_Data excerpts_:
#####

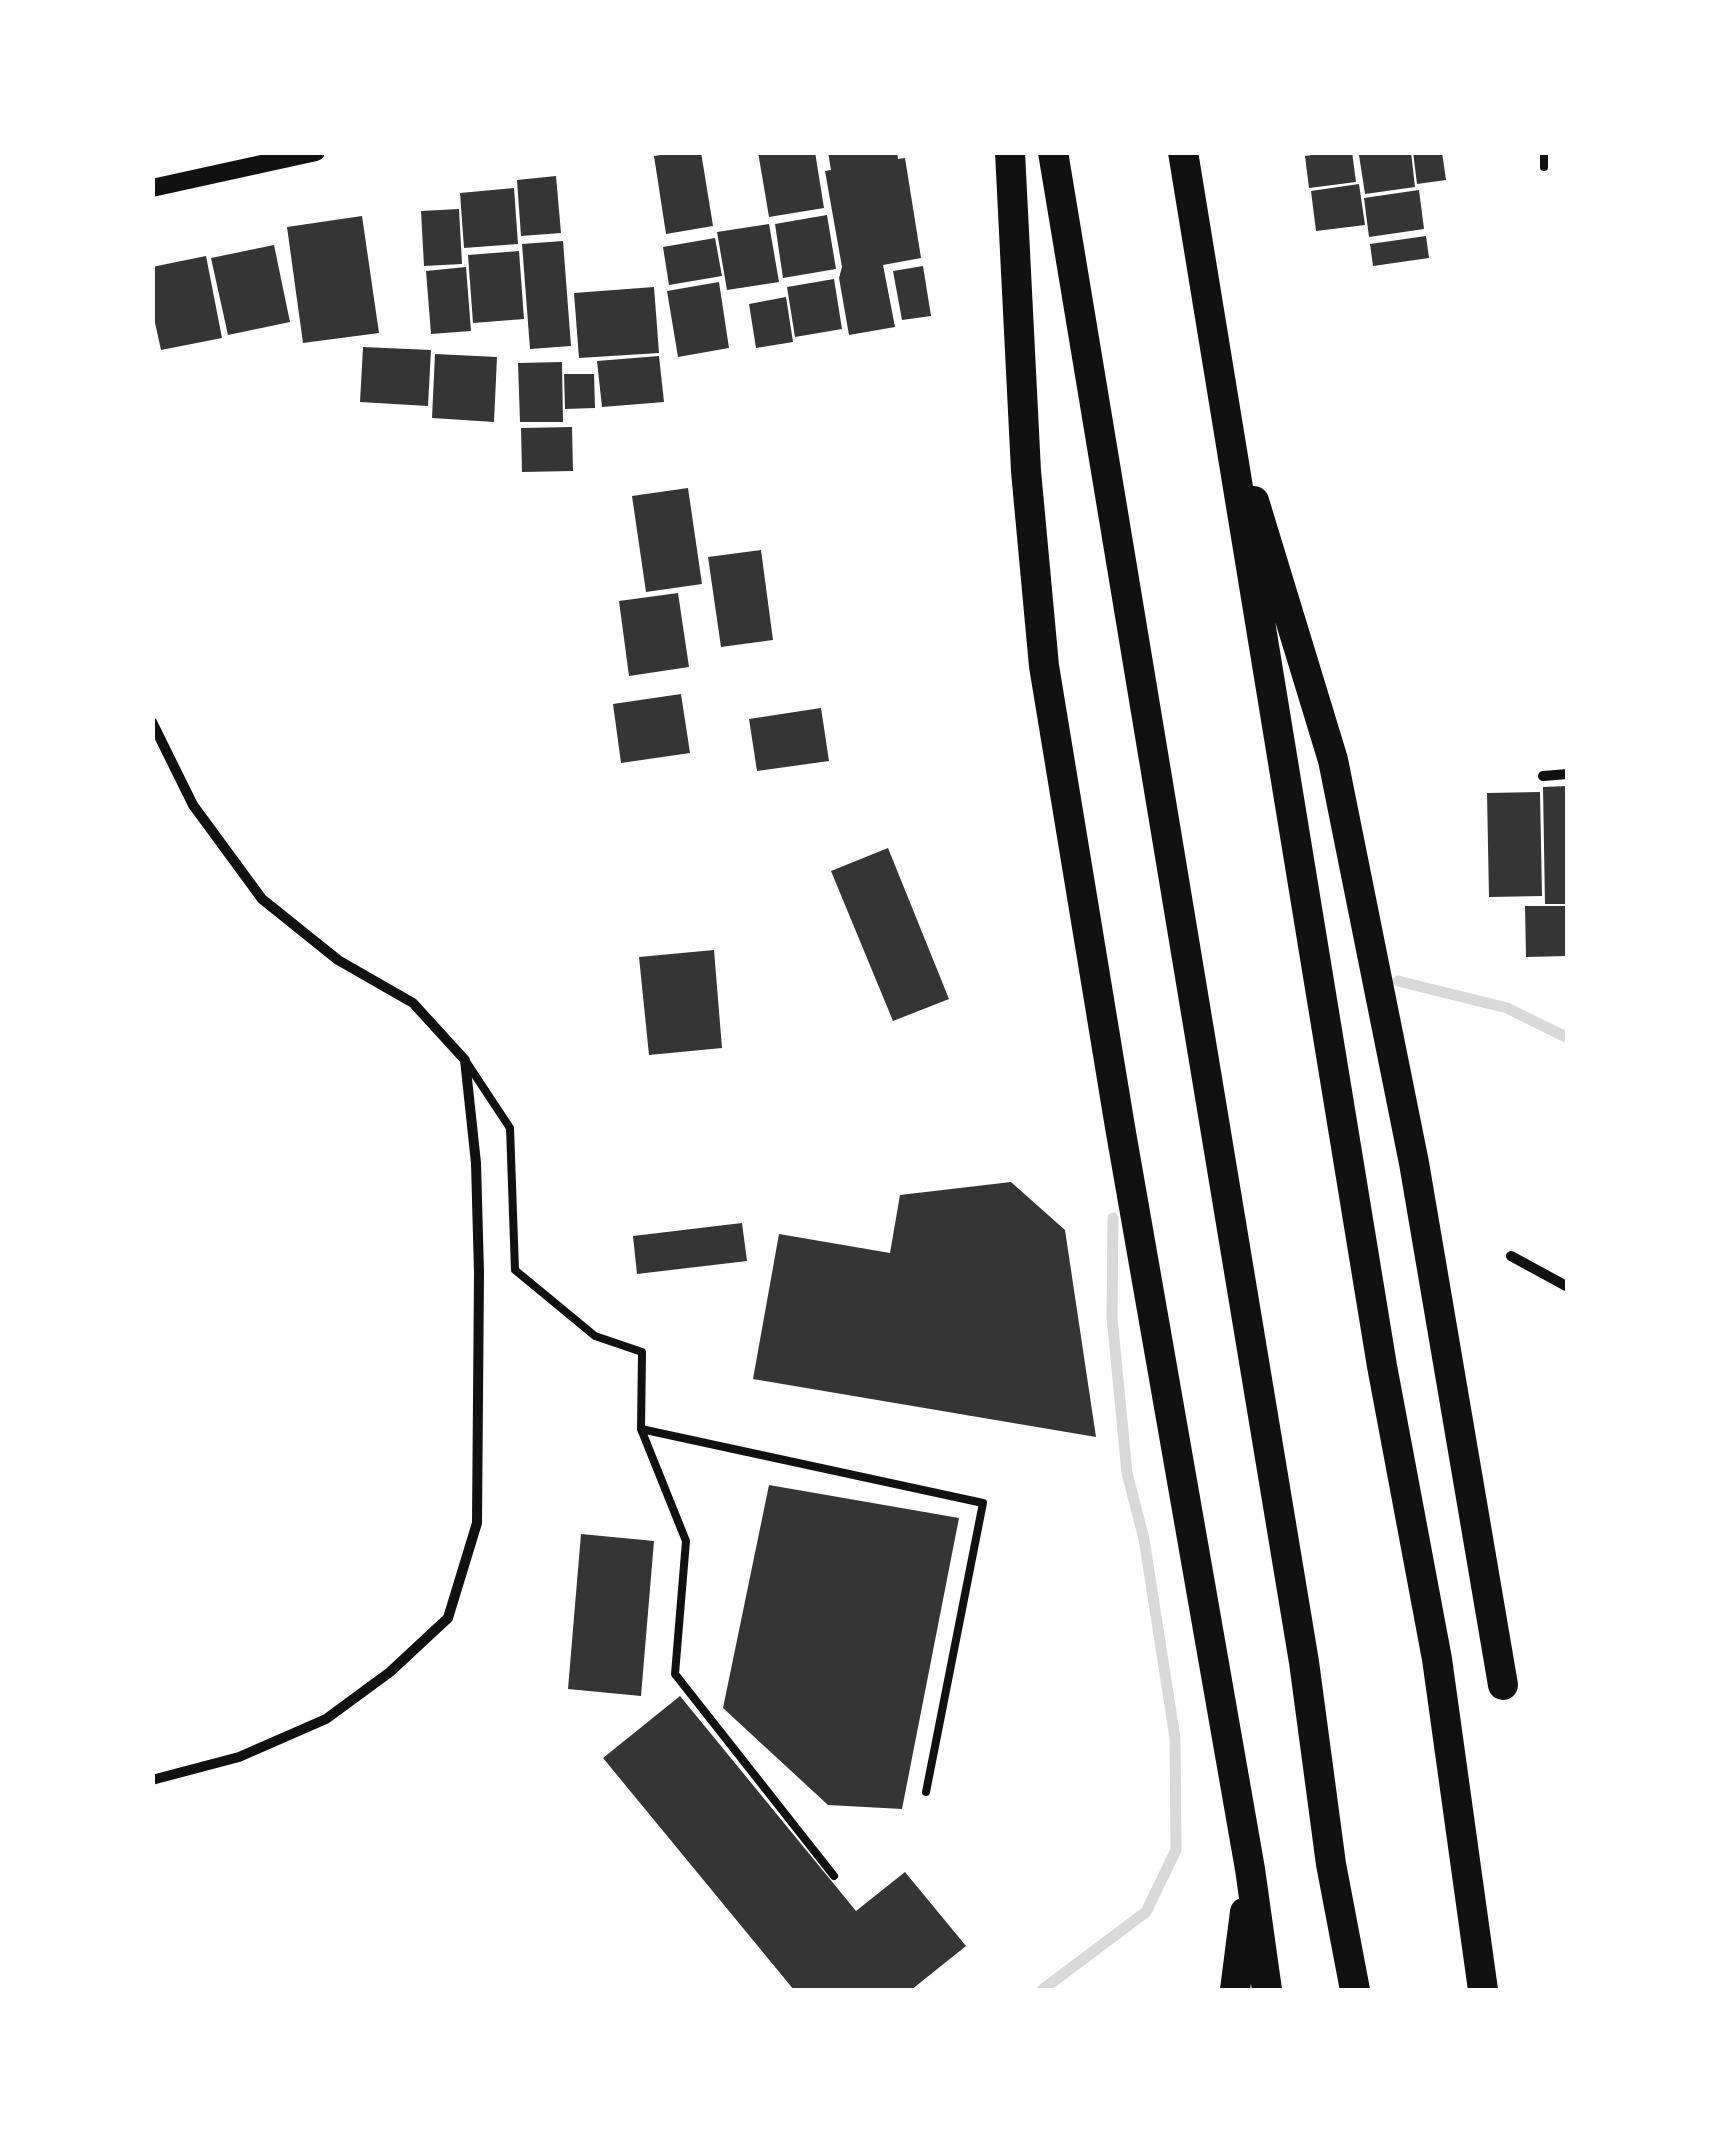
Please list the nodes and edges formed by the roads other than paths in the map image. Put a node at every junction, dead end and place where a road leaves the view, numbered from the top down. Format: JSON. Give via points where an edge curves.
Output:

#####

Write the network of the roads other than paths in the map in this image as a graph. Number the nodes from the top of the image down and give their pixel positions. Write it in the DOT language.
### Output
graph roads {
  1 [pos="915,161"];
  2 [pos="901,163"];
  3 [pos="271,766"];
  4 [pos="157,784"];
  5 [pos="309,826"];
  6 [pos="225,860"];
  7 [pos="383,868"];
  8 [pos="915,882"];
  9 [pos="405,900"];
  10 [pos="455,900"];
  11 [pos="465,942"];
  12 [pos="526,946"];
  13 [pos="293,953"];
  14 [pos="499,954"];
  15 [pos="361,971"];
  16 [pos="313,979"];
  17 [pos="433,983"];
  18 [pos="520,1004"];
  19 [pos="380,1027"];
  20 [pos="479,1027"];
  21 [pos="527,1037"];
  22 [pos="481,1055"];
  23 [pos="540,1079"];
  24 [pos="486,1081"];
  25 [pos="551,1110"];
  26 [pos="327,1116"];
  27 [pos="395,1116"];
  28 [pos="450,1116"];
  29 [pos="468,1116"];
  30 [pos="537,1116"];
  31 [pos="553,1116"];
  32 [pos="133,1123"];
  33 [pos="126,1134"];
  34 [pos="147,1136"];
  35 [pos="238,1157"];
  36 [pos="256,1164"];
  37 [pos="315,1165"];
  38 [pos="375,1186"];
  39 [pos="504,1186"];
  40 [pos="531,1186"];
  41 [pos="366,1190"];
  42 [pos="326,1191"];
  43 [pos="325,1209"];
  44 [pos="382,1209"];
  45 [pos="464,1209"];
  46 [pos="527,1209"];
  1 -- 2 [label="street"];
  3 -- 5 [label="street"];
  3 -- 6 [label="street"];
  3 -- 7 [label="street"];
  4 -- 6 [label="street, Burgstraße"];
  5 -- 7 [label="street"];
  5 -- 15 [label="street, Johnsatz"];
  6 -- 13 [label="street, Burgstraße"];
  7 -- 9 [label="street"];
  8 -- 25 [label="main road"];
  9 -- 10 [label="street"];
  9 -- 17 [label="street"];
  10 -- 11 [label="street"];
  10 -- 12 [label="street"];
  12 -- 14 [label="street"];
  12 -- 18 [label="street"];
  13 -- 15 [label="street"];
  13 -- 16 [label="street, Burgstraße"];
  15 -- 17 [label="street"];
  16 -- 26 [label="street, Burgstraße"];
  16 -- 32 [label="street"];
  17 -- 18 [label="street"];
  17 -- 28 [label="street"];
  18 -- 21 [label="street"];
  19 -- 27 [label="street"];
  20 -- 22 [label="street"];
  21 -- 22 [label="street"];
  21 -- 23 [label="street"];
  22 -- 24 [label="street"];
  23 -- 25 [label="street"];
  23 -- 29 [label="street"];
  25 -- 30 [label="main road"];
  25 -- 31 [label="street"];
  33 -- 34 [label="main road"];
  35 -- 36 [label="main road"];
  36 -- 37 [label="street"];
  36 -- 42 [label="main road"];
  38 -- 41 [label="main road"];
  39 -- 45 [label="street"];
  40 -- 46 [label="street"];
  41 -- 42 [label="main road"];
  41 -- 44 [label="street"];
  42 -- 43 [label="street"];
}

#####

Search the data for "down". Copy every line that has it.

Please list the nodes and edges formed by the roads other than paths in the map image. Put a node at every junction, dead end and place where a road leaves the view, numbered from the top down. Format: JSON. Give via points where an edge curves.
Write the network of the roads other than paths in the map in this image as a graph. Number the nodes from the top of the image down and give their pixel positions. Write it in the DOT language.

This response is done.